§ **WORK REQUIRED**:
Every line of the material should be output exactly as written.
┌─ RECORDS
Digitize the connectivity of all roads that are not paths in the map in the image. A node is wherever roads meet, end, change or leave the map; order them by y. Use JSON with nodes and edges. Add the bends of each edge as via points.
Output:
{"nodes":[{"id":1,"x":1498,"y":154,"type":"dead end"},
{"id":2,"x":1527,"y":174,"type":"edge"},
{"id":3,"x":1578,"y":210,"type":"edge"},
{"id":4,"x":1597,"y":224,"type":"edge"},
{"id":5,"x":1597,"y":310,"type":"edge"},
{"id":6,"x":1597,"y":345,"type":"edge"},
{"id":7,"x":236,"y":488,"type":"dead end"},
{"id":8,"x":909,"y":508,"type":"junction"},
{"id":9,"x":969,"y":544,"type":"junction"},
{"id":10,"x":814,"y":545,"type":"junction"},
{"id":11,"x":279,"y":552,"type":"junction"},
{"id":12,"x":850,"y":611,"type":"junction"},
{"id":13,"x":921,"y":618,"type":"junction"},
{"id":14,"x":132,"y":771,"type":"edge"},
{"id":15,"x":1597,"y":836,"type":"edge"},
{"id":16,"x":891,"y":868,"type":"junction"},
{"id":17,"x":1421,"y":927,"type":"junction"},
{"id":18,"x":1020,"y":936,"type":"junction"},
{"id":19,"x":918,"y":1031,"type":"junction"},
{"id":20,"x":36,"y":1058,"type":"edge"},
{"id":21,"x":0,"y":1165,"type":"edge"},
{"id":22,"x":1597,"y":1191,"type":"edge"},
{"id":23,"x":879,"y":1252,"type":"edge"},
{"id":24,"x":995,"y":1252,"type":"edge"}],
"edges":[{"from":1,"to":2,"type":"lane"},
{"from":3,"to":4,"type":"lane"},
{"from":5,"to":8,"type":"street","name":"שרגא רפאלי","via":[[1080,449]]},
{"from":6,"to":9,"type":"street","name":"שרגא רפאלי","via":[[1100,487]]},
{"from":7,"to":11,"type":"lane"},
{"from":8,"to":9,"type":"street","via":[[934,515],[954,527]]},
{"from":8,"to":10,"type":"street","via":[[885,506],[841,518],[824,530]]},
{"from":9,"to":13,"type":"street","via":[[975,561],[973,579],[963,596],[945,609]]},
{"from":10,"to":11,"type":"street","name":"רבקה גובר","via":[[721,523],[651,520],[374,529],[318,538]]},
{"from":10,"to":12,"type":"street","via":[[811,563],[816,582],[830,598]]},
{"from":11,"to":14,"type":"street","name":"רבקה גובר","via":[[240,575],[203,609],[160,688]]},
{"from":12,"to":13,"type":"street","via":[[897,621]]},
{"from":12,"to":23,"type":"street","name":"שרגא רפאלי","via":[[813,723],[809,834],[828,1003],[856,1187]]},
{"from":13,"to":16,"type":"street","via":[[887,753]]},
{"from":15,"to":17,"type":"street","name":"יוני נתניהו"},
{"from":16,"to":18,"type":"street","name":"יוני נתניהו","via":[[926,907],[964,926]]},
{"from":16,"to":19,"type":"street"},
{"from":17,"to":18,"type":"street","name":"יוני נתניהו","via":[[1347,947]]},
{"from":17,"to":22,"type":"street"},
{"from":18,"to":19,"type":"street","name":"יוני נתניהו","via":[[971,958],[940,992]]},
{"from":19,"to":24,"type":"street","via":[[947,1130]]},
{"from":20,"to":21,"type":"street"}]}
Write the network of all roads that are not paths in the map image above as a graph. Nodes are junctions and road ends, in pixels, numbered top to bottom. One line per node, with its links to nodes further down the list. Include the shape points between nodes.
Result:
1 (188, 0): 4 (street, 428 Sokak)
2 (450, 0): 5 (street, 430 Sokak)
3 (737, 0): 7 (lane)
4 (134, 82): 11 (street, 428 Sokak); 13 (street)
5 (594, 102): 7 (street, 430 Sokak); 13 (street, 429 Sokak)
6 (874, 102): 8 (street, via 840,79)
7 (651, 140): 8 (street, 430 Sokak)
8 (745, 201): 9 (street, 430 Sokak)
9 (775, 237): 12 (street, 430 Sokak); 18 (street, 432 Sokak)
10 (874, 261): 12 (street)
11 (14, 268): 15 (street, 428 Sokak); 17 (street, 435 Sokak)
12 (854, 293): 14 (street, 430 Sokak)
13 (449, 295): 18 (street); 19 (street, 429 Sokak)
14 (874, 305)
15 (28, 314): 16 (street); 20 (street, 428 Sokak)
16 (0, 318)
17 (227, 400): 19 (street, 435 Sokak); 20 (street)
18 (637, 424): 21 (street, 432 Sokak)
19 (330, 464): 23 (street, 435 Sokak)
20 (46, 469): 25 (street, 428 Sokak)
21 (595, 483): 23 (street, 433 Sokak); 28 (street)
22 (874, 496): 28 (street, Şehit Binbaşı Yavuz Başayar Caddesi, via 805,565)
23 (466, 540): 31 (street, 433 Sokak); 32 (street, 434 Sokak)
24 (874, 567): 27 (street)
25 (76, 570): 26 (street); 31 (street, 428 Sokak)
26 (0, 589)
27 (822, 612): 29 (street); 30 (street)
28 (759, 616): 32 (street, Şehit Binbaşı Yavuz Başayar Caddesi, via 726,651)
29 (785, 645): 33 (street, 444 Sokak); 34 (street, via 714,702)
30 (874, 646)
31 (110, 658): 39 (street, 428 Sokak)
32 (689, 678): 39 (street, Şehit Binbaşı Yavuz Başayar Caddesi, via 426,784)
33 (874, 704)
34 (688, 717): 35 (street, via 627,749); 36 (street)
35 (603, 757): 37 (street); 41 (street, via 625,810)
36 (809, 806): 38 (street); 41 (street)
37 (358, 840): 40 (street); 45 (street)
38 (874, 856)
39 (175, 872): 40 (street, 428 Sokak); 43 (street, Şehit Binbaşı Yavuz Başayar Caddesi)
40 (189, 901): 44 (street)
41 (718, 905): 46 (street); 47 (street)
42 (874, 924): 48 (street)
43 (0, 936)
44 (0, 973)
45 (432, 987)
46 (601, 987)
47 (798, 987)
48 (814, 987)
└─
§ **EXERCISE RESPONSE**:
Digitize the connectivity of all roads that are not paths in the map in the image. A node is wherever roads meet, end, change or leave the map; order them by y. Use JSON with nodes and edges. Add the bends of each edge as via points.
Output:
{"nodes":[{"id":1,"x":1498,"y":154,"type":"dead end"},
{"id":2,"x":1527,"y":174,"type":"edge"},
{"id":3,"x":1578,"y":210,"type":"edge"},
{"id":4,"x":1597,"y":224,"type":"edge"},
{"id":5,"x":1597,"y":310,"type":"edge"},
{"id":6,"x":1597,"y":345,"type":"edge"},
{"id":7,"x":236,"y":488,"type":"dead end"},
{"id":8,"x":909,"y":508,"type":"junction"},
{"id":9,"x":969,"y":544,"type":"junction"},
{"id":10,"x":814,"y":545,"type":"junction"},
{"id":11,"x":279,"y":552,"type":"junction"},
{"id":12,"x":850,"y":611,"type":"junction"},
{"id":13,"x":921,"y":618,"type":"junction"},
{"id":14,"x":132,"y":771,"type":"edge"},
{"id":15,"x":1597,"y":836,"type":"edge"},
{"id":16,"x":891,"y":868,"type":"junction"},
{"id":17,"x":1421,"y":927,"type":"junction"},
{"id":18,"x":1020,"y":936,"type":"junction"},
{"id":19,"x":918,"y":1031,"type":"junction"},
{"id":20,"x":36,"y":1058,"type":"edge"},
{"id":21,"x":0,"y":1165,"type":"edge"},
{"id":22,"x":1597,"y":1191,"type":"edge"},
{"id":23,"x":879,"y":1252,"type":"edge"},
{"id":24,"x":995,"y":1252,"type":"edge"}],
"edges":[{"from":1,"to":2,"type":"lane"},
{"from":3,"to":4,"type":"lane"},
{"from":5,"to":8,"type":"street","name":"שרגא רפאלי","via":[[1080,449]]},
{"from":6,"to":9,"type":"street","name":"שרגא רפאלי","via":[[1100,487]]},
{"from":7,"to":11,"type":"lane"},
{"from":8,"to":9,"type":"street","via":[[934,515],[954,527]]},
{"from":8,"to":10,"type":"street","via":[[885,506],[841,518],[824,530]]},
{"from":9,"to":13,"type":"street","via":[[975,561],[973,579],[963,596],[945,609]]},
{"from":10,"to":11,"type":"street","name":"רבקה גובר","via":[[721,523],[651,520],[374,529],[318,538]]},
{"from":10,"to":12,"type":"street","via":[[811,563],[816,582],[830,598]]},
{"from":11,"to":14,"type":"street","name":"רבקה גובר","via":[[240,575],[203,609],[160,688]]},
{"from":12,"to":13,"type":"street","via":[[897,621]]},
{"from":12,"to":23,"type":"street","name":"שרגא רפאלי","via":[[813,723],[809,834],[828,1003],[856,1187]]},
{"from":13,"to":16,"type":"street","via":[[887,753]]},
{"from":15,"to":17,"type":"street","name":"יוני נתניהו"},
{"from":16,"to":18,"type":"street","name":"יוני נתניהו","via":[[926,907],[964,926]]},
{"from":16,"to":19,"type":"street"},
{"from":17,"to":18,"type":"street","name":"יוני נתניהו","via":[[1347,947]]},
{"from":17,"to":22,"type":"street"},
{"from":18,"to":19,"type":"street","name":"יוני נתניהו","via":[[971,958],[940,992]]},
{"from":19,"to":24,"type":"street","via":[[947,1130]]},
{"from":20,"to":21,"type":"street"}]}
Write the network of all roads that are not paths in the map image above as a graph. Nodes are junctions and road ends, in pixels, numbered top to bottom. One line per node, with its links to nodes further down the list. Include the shape points between nodes.
Result:
1 (188, 0): 4 (street, 428 Sokak)
2 (450, 0): 5 (street, 430 Sokak)
3 (737, 0): 7 (lane)
4 (134, 82): 11 (street, 428 Sokak); 13 (street)
5 (594, 102): 7 (street, 430 Sokak); 13 (street, 429 Sokak)
6 (874, 102): 8 (street, via 840,79)
7 (651, 140): 8 (street, 430 Sokak)
8 (745, 201): 9 (street, 430 Sokak)
9 (775, 237): 12 (street, 430 Sokak); 18 (street, 432 Sokak)
10 (874, 261): 12 (street)
11 (14, 268): 15 (street, 428 Sokak); 17 (street, 435 Sokak)
12 (854, 293): 14 (street, 430 Sokak)
13 (449, 295): 18 (street); 19 (street, 429 Sokak)
14 (874, 305)
15 (28, 314): 16 (street); 20 (street, 428 Sokak)
16 (0, 318)
17 (227, 400): 19 (street, 435 Sokak); 20 (street)
18 (637, 424): 21 (street, 432 Sokak)
19 (330, 464): 23 (street, 435 Sokak)
20 (46, 469): 25 (street, 428 Sokak)
21 (595, 483): 23 (street, 433 Sokak); 28 (street)
22 (874, 496): 28 (street, Şehit Binbaşı Yavuz Başayar Caddesi, via 805,565)
23 (466, 540): 31 (street, 433 Sokak); 32 (street, 434 Sokak)
24 (874, 567): 27 (street)
25 (76, 570): 26 (street); 31 (street, 428 Sokak)
26 (0, 589)
27 (822, 612): 29 (street); 30 (street)
28 (759, 616): 32 (street, Şehit Binbaşı Yavuz Başayar Caddesi, via 726,651)
29 (785, 645): 33 (street, 444 Sokak); 34 (street, via 714,702)
30 (874, 646)
31 (110, 658): 39 (street, 428 Sokak)
32 (689, 678): 39 (street, Şehit Binbaşı Yavuz Başayar Caddesi, via 426,784)
33 (874, 704)
34 (688, 717): 35 (street, via 627,749); 36 (street)
35 (603, 757): 37 (street); 41 (street, via 625,810)
36 (809, 806): 38 (street); 41 (street)
37 (358, 840): 40 (street); 45 (street)
38 (874, 856)
39 (175, 872): 40 (street, 428 Sokak); 43 (street, Şehit Binbaşı Yavuz Başayar Caddesi)
40 (189, 901): 44 (street)
41 (718, 905): 46 (street); 47 (street)
42 (874, 924): 48 (street)
43 (0, 936)
44 (0, 973)
45 (432, 987)
46 (601, 987)
47 (798, 987)
48 (814, 987)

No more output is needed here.